The UK Supreme Court has dismissed an appeal by Uber, see here, unanimously ruling that its drivers are not independent contractors but are workers for the purposes of the UK Employment Rights Act 1996 (the UK Employment legislation).  

The judgment discusses how UK Courts should approach determining employment status. It makes clear that the question of employment status must examine both the reality of the work, and the purpose of the underlying employment rights. Although the Supreme Court’s ruling was specific to Uber and its own facts, nonetheless, it has significant implications for the whole of the so-called gig-economy.

UK pensions obligations

In the UK, every employer (British or otherwise) with workers ordinarily working in the UK must enrol ‘eligible jobholders into a qualifying pension scheme. Statutory minimum contributions must be paid to a defined contribution (DC) qualifying pension scheme, and minimum benefit requirements apply in a defined benefit arrangement. This is called ‘automatic enrolment, and the obligation to enrol falls squarely on the employer, although the eligible jobholder can choose to opt out of membership if they wish. 

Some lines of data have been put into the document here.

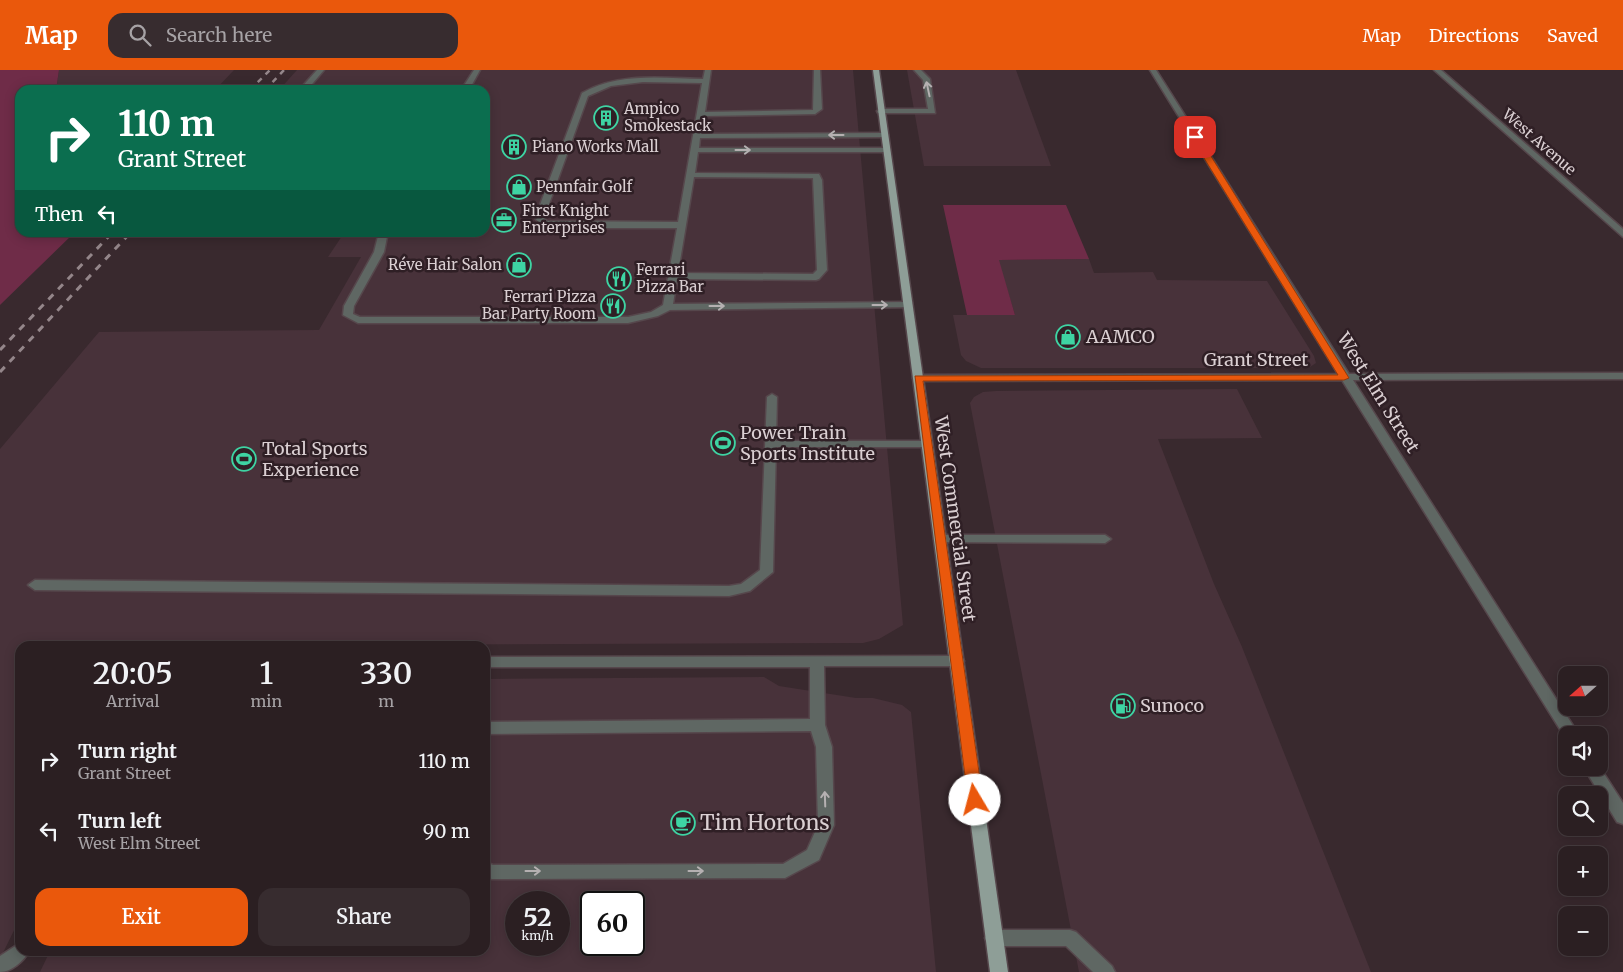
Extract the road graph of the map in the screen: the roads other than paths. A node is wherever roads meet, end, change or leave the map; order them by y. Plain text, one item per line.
1 (320, 70) edge
2 (477, 70) edge
3 (708, 70) edge
4 (817, 70) edge
5 (876, 70) edge
6 (917, 70) edge
7 (1153, 70) edge
8 (1437, 70) edge
9 (706, 81) junction
10 (307, 85) edge
11 (468, 85) edge
12 (881, 111) junction
13 (700, 114) junction
14 (884, 135) junction
15 (696, 136) junction
16 (694, 150) junction
17 (886, 150) junction
18 (690, 175) junction
19 (682, 225) junction
20 (1623, 234) edge
21 (383, 237) edge
22 (674, 276) junction
23 (668, 306) junction
24 (908, 306) junction
25 (1623, 376) edge
26 (918, 378) junction
27 (1344, 378) junction
28 (772, 397) dead end
29 (770, 444) junction
30 (926, 444) junction
31 (940, 539) junction
32 (1105, 539) dead end
33 (35, 585) dead end
34 (817, 661) junction
35 (957, 661) junction
36 (490, 662) edge
37 (817, 725) junction
38 (1565, 726) edge
39 (490, 728) edge
40 (1597, 776) edge
41 (1623, 817) edge
42 (490, 871) edge
43 (994, 938) junction
44 (15, 955) edge
45 (0, 967) edge
46 (999, 972) edge
47 (1106, 972) edge

1 - 10 street
2 - 11 street
3 - 9 street
4 - 13 street
5 - 12 main road, West Commercial Street
12 -> 6 street
7 - 27 street, West Elm Street
8 - 20 street, West Avenue
9 - 13 street
9 - 19 street
12 - 14 main road, West Commercial Street
13 - 15 street
14 -> 15 street
14 - 17 main road, West Commercial Street
15 - 16 street
16 -> 17 street
16 - 18 street
17 - 24 main road, West Commercial Street
18 - 19 street
18 - 22 street
19 - 22 street
21 - 23 street
22 - 23 street
23 -> 24 street
24 - 26 main road, West Commercial Street
25 - 27 street, Grant Street
26 - 27 street, Grant Street
26 - 30 main road, West Commercial Street
27 - 38 street, West Elm Street
28 - 29 street
29 - 30 street
29 - 33 street
30 - 31 main road, West Commercial Street
31 - 32 street
31 - 35 main road, West Commercial Street
34 - 35 street
34 - 36 street
34 - 37 street
35 - 43 main road, West Commercial Street
37 - 39 street
42 -> 37 street
40 - 41 street
43 - 46 main road, West Commercial Street
43 - 47 street
44 - 45 street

An ‘eligible jobholder’ is a ‘worker’, ordinarily working in the UK, aged between 22 and State Pension Age whose earnings are above the earnings trigger (GBP 10,000 for the 2021/22 tax year). Workers falling outside of either of these ranges do not need to be automatically enrolled into a qualifying pension scheme, but they may have the right to opt into membership if their earnings are over the qualifying earnings threshold (GBP 6,240 for the 2021/22 tax year). Where a worker earns less than the qualifying earnings threshold, they fall into the ‘entitled worker’ category, meaning the automatic enrolment duty does not apply and, although they have a right to join a pension scheme, no employer contributions are payable.

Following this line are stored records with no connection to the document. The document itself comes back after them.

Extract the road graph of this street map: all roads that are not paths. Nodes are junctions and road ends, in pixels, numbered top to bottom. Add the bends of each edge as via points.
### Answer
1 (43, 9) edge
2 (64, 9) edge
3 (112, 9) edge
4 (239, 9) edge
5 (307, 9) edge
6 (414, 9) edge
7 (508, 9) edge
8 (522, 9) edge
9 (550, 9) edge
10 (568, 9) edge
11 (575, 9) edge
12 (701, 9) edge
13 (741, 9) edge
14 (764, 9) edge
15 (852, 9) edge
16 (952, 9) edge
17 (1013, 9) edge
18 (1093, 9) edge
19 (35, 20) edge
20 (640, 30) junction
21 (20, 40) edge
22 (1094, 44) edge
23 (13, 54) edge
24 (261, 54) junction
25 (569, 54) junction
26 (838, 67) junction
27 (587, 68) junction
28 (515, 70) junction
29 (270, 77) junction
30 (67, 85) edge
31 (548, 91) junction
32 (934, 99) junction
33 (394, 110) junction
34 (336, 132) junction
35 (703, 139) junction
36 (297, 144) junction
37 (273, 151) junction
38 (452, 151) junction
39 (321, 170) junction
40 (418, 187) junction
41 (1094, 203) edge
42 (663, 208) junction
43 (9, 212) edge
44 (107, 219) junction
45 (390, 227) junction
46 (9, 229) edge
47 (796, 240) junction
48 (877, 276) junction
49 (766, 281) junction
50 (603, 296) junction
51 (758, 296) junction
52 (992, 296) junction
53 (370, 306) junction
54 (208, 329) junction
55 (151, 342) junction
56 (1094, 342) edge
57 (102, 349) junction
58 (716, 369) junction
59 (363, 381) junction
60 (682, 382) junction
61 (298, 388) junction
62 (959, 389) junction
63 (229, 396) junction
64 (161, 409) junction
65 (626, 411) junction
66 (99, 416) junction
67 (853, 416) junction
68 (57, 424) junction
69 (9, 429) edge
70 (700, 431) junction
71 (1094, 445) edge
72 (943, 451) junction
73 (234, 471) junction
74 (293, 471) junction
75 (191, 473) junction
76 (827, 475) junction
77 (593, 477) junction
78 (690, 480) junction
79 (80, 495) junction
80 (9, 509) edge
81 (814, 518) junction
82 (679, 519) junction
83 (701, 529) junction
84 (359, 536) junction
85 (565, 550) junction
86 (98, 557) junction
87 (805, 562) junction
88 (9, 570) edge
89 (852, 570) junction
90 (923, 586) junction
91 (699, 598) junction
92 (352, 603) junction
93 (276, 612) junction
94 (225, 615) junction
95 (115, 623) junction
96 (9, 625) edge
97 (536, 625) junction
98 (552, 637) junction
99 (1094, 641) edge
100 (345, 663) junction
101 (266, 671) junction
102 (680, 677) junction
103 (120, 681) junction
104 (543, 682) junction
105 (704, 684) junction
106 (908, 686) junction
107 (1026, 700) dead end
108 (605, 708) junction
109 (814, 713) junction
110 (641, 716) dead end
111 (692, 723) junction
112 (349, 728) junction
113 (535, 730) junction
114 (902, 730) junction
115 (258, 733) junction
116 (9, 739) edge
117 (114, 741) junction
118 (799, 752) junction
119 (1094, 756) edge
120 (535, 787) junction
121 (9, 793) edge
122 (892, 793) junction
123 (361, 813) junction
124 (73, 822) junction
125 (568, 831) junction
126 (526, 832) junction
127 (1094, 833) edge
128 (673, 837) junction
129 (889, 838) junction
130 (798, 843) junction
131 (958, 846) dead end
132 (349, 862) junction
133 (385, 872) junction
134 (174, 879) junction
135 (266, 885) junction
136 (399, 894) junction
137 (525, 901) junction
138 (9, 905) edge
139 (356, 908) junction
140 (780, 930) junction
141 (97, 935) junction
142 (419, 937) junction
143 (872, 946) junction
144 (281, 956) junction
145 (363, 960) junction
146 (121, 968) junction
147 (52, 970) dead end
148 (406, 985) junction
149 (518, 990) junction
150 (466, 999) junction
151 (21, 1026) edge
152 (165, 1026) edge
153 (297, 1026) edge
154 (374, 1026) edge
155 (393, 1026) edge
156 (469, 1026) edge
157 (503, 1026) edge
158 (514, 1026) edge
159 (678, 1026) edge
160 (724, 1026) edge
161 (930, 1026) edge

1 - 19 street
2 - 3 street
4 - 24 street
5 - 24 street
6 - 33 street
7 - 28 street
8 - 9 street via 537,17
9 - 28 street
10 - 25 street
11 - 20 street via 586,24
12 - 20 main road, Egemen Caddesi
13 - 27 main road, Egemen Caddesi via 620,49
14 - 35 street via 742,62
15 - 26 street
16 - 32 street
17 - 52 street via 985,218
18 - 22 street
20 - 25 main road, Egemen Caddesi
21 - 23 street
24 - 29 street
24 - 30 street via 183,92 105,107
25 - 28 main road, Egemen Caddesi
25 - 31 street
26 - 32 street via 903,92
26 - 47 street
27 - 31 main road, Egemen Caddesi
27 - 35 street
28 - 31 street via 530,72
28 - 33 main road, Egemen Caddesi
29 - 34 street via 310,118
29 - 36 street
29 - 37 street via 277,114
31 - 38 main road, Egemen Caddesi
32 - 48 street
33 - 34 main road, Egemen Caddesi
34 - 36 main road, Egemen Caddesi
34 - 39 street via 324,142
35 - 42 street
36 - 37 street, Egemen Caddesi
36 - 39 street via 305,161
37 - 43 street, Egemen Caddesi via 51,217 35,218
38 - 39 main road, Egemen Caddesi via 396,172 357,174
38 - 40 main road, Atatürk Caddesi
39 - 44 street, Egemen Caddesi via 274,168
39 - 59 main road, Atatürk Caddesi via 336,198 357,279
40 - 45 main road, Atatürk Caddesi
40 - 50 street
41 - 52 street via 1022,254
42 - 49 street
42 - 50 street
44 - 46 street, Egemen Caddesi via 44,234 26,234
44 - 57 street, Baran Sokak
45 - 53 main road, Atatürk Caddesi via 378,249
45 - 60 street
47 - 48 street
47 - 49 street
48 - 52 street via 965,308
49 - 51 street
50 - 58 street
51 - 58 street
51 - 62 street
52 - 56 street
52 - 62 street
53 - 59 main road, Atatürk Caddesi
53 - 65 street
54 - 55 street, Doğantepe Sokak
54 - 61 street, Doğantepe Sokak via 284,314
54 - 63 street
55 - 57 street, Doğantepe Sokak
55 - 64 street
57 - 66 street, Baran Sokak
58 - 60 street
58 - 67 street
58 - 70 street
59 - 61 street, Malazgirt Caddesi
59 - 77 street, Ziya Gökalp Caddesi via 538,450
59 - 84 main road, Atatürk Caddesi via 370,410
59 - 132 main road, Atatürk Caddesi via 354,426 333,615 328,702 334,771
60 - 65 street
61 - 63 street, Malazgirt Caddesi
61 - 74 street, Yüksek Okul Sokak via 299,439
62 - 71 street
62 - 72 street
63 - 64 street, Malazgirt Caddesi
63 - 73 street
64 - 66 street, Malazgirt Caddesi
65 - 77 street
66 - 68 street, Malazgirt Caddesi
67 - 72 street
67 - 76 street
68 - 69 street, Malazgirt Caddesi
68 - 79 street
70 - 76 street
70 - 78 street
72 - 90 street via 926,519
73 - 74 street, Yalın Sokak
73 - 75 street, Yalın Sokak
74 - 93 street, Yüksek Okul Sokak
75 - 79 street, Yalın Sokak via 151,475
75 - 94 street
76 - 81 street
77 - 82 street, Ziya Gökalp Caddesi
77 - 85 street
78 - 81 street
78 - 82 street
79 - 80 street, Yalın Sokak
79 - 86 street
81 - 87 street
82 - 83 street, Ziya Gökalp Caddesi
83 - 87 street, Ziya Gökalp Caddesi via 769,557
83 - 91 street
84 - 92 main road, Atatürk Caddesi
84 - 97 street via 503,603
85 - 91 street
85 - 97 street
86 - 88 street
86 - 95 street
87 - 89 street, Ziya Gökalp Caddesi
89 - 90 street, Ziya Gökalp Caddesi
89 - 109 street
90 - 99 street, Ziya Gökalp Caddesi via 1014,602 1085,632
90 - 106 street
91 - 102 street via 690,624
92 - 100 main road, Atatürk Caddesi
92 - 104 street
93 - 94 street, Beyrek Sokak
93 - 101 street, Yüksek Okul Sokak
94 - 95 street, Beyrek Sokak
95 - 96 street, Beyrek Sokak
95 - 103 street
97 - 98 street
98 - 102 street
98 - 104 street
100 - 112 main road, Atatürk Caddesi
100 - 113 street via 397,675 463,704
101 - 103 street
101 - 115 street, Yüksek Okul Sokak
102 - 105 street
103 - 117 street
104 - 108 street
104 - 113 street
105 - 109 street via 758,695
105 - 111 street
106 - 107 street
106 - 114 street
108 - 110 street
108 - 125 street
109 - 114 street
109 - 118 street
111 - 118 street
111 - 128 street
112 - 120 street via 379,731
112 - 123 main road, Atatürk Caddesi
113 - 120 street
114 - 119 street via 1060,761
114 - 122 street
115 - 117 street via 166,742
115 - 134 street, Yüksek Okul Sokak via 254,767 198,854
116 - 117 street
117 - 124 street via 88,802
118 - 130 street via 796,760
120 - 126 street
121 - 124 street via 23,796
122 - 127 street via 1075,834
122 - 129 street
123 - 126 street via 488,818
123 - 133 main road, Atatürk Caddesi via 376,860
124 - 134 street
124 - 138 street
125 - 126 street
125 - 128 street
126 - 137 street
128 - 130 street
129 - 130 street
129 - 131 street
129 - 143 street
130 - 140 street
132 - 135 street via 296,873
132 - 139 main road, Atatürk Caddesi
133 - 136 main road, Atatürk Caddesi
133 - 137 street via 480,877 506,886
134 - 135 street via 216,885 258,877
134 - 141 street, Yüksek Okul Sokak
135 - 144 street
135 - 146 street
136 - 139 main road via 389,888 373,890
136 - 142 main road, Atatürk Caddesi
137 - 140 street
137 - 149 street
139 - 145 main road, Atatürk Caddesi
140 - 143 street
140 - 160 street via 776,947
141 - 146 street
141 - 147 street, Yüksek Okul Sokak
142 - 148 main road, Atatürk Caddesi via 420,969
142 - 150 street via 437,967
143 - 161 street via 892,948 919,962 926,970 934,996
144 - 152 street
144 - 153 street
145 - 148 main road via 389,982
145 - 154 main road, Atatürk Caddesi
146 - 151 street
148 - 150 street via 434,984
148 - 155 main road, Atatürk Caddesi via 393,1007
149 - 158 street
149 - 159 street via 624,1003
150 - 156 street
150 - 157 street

Pensions implications of Uber

The definition of ‘worker in the automatic enrolment legislation is almost identical to that in the UK Employment legislation. As such, the Uber judgment brings drivers potentially in scope of the automatic enrolment obligations described above, provided they meet the relevant age and earnings eligibility criteria. As the UK National Living Wage increased to GBP 8.91 an hour in April 2021, Uber drivers working in excess of 22 hours on average per week may therefore find themselves being automatically enrolled.

In a DC scheme, the statutory default minimum employer contribution is 3% of qualifying earnings (banded earnings between GBP 6,240 and GBP 50,270 for the 2021/22 tax year), on the basis that overall contributions (including tax relief) are at least 8%. In many cases, jobholders are required to pay the full 5% balance, although it is open to an employer to cover the entire 8% contribution (and more) if it chooses.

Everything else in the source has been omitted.